On strong convergence versus weak in operator topology and semi-continuity of the spectrum

Question

Let $\mathbb H$ be a Hilbert space and let $\mathcal B(\mathbb H)$ be the Banach algebra of bounded operators on $\mathbb H$. Let $(A_k)_{k\ge 1}$ be a sequence in $\mathcal B(\mathbb H)$.

$\bullet$ If $(A_k)_{k\ge 1}$ is uniformly convergent (i.e. convergent for the norm-topology of $\mathcal B(\mathbb H)$), I guess that there is a continuity result.

$\bullet$ If $(A_k)_{k\ge 1}$ is converging strongly towards $A$ in $\mathcal B(\mathbb H)$ (i.e. $\forall u\in \mathbb H$, $\lim_{\mathbb H} A_k u = A u$), what could be said about the respective spectra of $A_k$ and $A$? Some sort of semi-continuity?

$\bullet$ I guess that if the convergence of $(A_k)_{k\ge 1}$ is weak (i.e. for all $u,v\in \mathbb H$, $\lim\langle A_k u, v\rangle=\langle A u, v\rangle$), nothing or not much could be said.
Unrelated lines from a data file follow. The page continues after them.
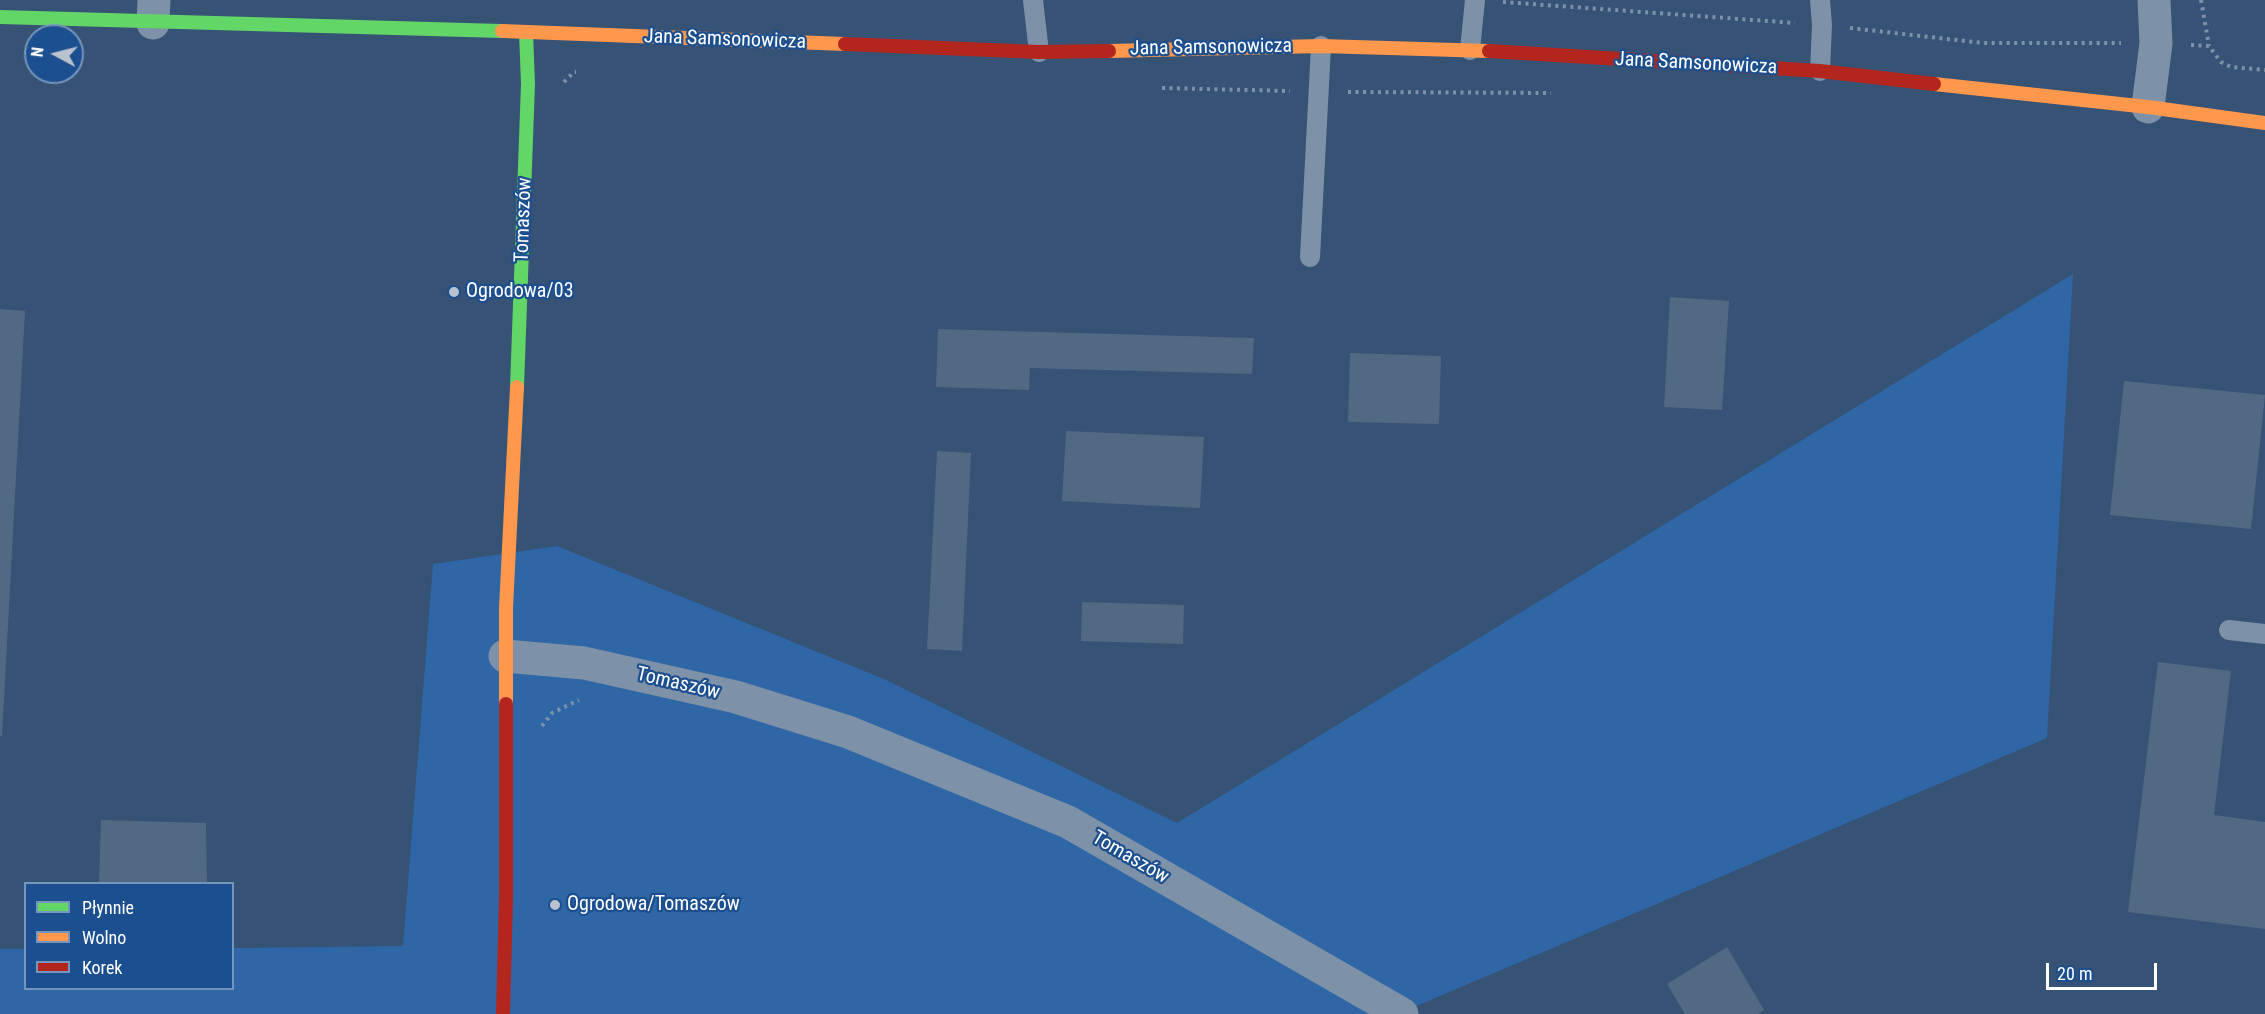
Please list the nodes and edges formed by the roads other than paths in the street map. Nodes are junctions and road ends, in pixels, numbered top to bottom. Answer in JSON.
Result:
{"nodes":[{"id":1,"x":1033,"y":0,"type":"edge"},
{"id":2,"x":1475,"y":0,"type":"edge"},
{"id":3,"x":1820,"y":0,"type":"edge"},
{"id":4,"x":2154,"y":0,"type":"edge"},
{"id":5,"x":153,"y":11,"type":"edge"},
{"id":6,"x":0,"y":17,"type":"edge"},
{"id":7,"x":526,"y":32,"type":"junction"},
{"id":8,"x":1321,"y":46,"type":"junction"},
{"id":9,"x":1470,"y":51,"type":"junction"},
{"id":10,"x":1039,"y":52,"type":"junction"},
{"id":11,"x":1820,"y":71,"type":"junction"},
{"id":12,"x":2148,"y":106,"type":"junction"},
{"id":13,"x":2265,"y":123,"type":"edge"},
{"id":14,"x":1311,"y":257,"type":"dead end"},
{"id":15,"x":2229,"y":630,"type":"dead end"},
{"id":16,"x":2265,"y":634,"type":"edge"},
{"id":17,"x":506,"y":656,"type":"junction"},
{"id":18,"x":503,"y":1014,"type":"edge"},
{"id":19,"x":1402,"y":1014,"type":"edge"}],
"edges":[{"from":1,"to":10,"type":"lane"},
{"from":2,"to":9,"type":"lane"},
{"from":3,"to":11,"type":"lane"},
{"from":4,"to":12,"type":"street"},
{"from":5,"to":6,"type":"main road","name":"Jana Samsonowicza"},
{"from":5,"to":7,"type":"main road","name":"Jana Samsonowicza"},
{"from":7,"to":10,"type":"main road","name":"Jana Samsonowicza"},
{"from":7,"to":17,"type":"main road","name":"Tomaszów"},
{"from":8,"to":9,"type":"main road","name":"Jana Samsonowicza"},
{"from":8,"to":10,"type":"main road","name":"Jana Samsonowicza"},
{"from":8,"to":14,"type":"lane"},
{"from":9,"to":11,"type":"main road","name":"Jana Samsonowicza"},
{"from":11,"to":12,"type":"main road","name":"Jana Samsonowicza"},
{"from":12,"to":13,"type":"main road","name":"Jana Samsonowicza"},
{"from":15,"to":16,"type":"lane"},
{"from":17,"to":18,"type":"main road"},
{"from":17,"to":19,"type":"street","name":"Tomaszów"}]}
In fact, I feel that uniform convergence is too much to ask and weak convergence is too little, so my interest goes primarily to strong convergence.

Answer 1

The spectrum (as a multivalued map) is upper semicontinuous with respect to the operator norm. With respect to strong convergence no analogous assertion is true, as can be seen in $\ell_2$ by the operator sequence $A_n(\xi_1,\xi_2,\ldots)=(0,\ldots,0,\xi_n,\xi_{n+1})$ which converges strongly to $0$ and whose spectrum contains $1$.